Any Earthquakes Out There?
It’s 6:30 and I have an hour to go before I get to start a webinar. It’s one of a series of things I’ve taken on that warned me that November would be a demented, mad, crazy month. Maybe subconsciously I took it on realizing it would be my last chance to let my demented, masochistic side out this year. 2015 has been otherwise so peaceful. You wouldn’t think of earthquakes.
Yes, I know how that sounds, after all my whining and raging. But there have been no earthquakes thus far.
I’m taking a breather break between books — by reading an ‘easy’ one so to speak. This being the last few weeks, I’m making the final dash to putting a dent on my reading list and my books-to-read shelf. But even I deserve the comfort a known earthquake, I guess.
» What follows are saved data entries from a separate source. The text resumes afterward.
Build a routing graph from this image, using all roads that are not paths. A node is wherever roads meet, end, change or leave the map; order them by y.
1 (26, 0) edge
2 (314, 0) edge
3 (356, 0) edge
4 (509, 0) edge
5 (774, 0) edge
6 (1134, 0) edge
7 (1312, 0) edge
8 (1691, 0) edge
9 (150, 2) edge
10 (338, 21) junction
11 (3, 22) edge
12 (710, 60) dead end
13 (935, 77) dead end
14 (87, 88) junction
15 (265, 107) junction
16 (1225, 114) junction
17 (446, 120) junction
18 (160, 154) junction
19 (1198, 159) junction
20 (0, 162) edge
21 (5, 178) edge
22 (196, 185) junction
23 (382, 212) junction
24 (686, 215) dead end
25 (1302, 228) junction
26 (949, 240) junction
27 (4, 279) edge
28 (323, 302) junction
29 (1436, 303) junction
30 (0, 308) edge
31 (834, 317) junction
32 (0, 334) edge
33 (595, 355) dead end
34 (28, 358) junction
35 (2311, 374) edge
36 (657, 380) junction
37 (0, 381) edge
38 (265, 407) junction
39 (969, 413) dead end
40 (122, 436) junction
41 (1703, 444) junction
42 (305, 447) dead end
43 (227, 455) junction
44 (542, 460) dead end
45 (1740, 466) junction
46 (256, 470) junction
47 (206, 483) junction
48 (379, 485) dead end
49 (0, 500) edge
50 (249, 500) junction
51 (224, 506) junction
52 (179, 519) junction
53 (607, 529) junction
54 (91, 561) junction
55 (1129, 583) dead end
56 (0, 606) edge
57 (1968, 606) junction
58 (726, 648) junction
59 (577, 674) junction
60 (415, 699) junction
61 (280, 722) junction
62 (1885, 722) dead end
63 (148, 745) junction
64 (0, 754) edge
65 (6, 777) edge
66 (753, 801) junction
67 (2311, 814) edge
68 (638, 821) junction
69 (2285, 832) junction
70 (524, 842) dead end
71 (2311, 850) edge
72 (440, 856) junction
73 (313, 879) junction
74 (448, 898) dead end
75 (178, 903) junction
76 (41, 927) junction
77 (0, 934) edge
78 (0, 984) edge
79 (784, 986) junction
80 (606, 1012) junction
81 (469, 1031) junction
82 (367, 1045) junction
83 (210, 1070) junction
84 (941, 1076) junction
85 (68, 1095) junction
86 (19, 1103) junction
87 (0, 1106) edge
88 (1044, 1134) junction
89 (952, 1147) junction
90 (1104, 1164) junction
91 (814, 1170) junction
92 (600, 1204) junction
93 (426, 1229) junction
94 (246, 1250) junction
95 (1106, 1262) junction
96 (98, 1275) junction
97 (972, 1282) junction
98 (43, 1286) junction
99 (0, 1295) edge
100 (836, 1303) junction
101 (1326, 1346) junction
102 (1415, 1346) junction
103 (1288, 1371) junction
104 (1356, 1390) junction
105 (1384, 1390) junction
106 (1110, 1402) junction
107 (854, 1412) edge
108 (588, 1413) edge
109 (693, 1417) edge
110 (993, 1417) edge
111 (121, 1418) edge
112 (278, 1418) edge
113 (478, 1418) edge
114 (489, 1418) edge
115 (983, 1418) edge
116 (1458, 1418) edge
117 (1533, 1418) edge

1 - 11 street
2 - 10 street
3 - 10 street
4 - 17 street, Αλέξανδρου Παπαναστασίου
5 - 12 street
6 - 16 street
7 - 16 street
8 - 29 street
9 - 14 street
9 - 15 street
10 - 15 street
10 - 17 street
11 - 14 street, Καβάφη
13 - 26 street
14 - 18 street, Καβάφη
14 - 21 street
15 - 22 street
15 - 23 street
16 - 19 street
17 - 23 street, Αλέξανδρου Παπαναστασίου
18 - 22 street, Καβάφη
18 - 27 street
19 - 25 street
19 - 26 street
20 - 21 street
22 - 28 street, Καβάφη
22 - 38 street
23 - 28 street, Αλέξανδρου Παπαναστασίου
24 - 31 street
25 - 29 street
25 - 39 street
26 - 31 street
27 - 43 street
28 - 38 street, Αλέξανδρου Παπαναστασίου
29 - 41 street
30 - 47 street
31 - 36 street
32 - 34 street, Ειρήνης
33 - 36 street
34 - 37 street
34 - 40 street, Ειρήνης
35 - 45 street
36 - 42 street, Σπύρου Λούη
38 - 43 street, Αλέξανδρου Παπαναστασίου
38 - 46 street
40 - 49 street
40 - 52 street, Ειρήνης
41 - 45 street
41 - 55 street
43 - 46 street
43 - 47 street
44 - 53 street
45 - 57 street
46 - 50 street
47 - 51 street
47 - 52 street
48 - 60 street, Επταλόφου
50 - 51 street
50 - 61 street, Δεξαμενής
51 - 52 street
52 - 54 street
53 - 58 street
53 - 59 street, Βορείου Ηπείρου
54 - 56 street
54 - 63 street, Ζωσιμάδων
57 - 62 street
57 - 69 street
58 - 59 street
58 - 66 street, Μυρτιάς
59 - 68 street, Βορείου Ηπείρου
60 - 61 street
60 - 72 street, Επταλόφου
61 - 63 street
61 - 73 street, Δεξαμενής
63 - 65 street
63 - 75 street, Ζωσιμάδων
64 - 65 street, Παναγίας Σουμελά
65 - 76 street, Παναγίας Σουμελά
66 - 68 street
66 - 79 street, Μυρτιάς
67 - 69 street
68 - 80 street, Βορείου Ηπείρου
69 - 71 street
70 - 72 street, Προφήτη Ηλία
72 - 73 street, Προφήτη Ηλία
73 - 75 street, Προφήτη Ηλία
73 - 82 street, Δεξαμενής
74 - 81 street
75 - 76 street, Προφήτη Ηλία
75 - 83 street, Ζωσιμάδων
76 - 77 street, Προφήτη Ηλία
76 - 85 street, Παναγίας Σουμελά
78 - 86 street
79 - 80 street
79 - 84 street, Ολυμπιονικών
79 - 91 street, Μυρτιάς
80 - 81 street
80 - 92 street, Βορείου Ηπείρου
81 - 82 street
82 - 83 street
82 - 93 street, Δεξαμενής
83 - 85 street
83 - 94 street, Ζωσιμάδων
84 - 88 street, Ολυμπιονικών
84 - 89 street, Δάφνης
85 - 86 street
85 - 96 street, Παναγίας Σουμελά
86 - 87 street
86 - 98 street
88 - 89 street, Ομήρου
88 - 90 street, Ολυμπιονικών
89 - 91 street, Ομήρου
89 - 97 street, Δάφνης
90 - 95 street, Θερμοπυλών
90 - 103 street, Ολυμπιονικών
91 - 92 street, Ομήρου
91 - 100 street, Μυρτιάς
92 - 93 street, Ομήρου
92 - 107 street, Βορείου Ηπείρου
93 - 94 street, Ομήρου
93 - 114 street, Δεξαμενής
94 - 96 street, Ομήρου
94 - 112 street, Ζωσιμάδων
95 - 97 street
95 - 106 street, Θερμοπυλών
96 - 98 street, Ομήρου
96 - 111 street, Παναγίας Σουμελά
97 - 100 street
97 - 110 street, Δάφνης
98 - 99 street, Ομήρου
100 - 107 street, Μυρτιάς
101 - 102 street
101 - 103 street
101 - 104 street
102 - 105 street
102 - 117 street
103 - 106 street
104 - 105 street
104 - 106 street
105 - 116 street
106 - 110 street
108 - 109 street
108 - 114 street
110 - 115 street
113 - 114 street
I’m reading Marian Keyes’ ‘Anybody Out There’. And on the first page I’ve inscribed,
“8 March 2009,
It’s Women’s Day. I’ll be 30 this year and my answer to the above is “Not on this planet.”
Well. There’s always room to be proven wrong.”
Now I remember buying this book using the gift voucher that someone had sent me as a Valentine’s Day gift. Someone who never spoke of his interest before and didn’t even tell me about this gift until I arrived and only observed once that it came in on February 14th for a reason. But this is not about him. He was never even a shudder, let alone an earthquake.
It’s hard to know why I find this book comforting. The story is not exactly a happy one and neither is it is highbrow, self-help or inspirational. But it allows me to cry a little bit, to grieve the things inside me that are broken, a little easier. We need those earthquakes.
Have I been proven wrong, per the book’s inscription? I really don’t know. A few months later I met a man who would go on to shake my life so much that its reverberations are still being felt.
Last week in one of those deep, intimate conversations with total strangers that I find myself in at such times in my life, he asked me if I was currently with someone I was in love with. My mind immediately sorted that into two ideas and pulled up the signboard ‘NO’ to both of them. It would be wrong to say that I don’t remember feeling that way. I can remember with precise clarity what I was wearing, what I was thinking and how I was feeling the day I met him. And the earlier him as well. I remember the rush of hormones and blood surges and the creak of my bones, innards, organs towards each of them. I remember it like I’m holding a glossy picture in my hands. What I don’t remember is what that feels like from within, right now. I have no sympathetic feeling to those incidents, those moments. They don’t recall the same feelings inside me.
And I wonder if I will ever feel that way about anybody ever again. I know, I know, it’s the kind of thing people like me always say after they’ve been heartbroken and then they go on and get over it. Each time I’ve been in a relationship, especially in the horrific last dregs, I’ve wondered how I could be so careless, so flighty, so blase about the peacefulness of singledom. Every single time, I remember that with alacrity the way a person trapped in a desert probably remembers drinking water and spilling some on their shirt and laughing it off.
This time round, I’m recalling the brutality of people frequently. Each time a ‘new prospect’ rears its head, this thirsty desert swings into view. Do you feel earthquakes in a desert? I imagine it’s hard to tell with the sand blowing over you in every direction. And after sometime, it’s easy to lie down and let the sand take you. And the sand starts to feel like home. Maybe the age for earthquakes has passed.
People around me keep telling me ‘to get over it’, to ‘stop whining and bitching’ and that ‘he is not worth it’. Of course, he wasn’t. No one is. But this is not about him. It’s about grief buried so deep inside my soul that I have to plummet to depths that are raw and burning. I cannot carry earthquakes inside me buried deep and walk around in a stable state. But it’s okay. They don’t understand. Many of them have never been uprooted in the same way and that’s fine. Just like survivors of abuse, of near-death accidents and of trauma are changed forever, so have I been by the earthquakes that have already been. There are and will be butterflies but this life is spread over a broken, bruised planet.
And I must go get to my webinar now. November can throw its tantrums.
Two shudders become an earthquake. A lot of shudders wish they could be your earthquake. But.. As it does not work that way irl.
My earthquake took more than 8 years.the rumbling has subsided but not the occasional yearning ,which comes up as the oddest times. Who know when we reach the time when we will lower our defenses and let experiences in.there are many studders who hope to be earthquakes.but was long as the vibes do not match ,it does not become our earthquake.
@Xxfan: Still waiting, still looking.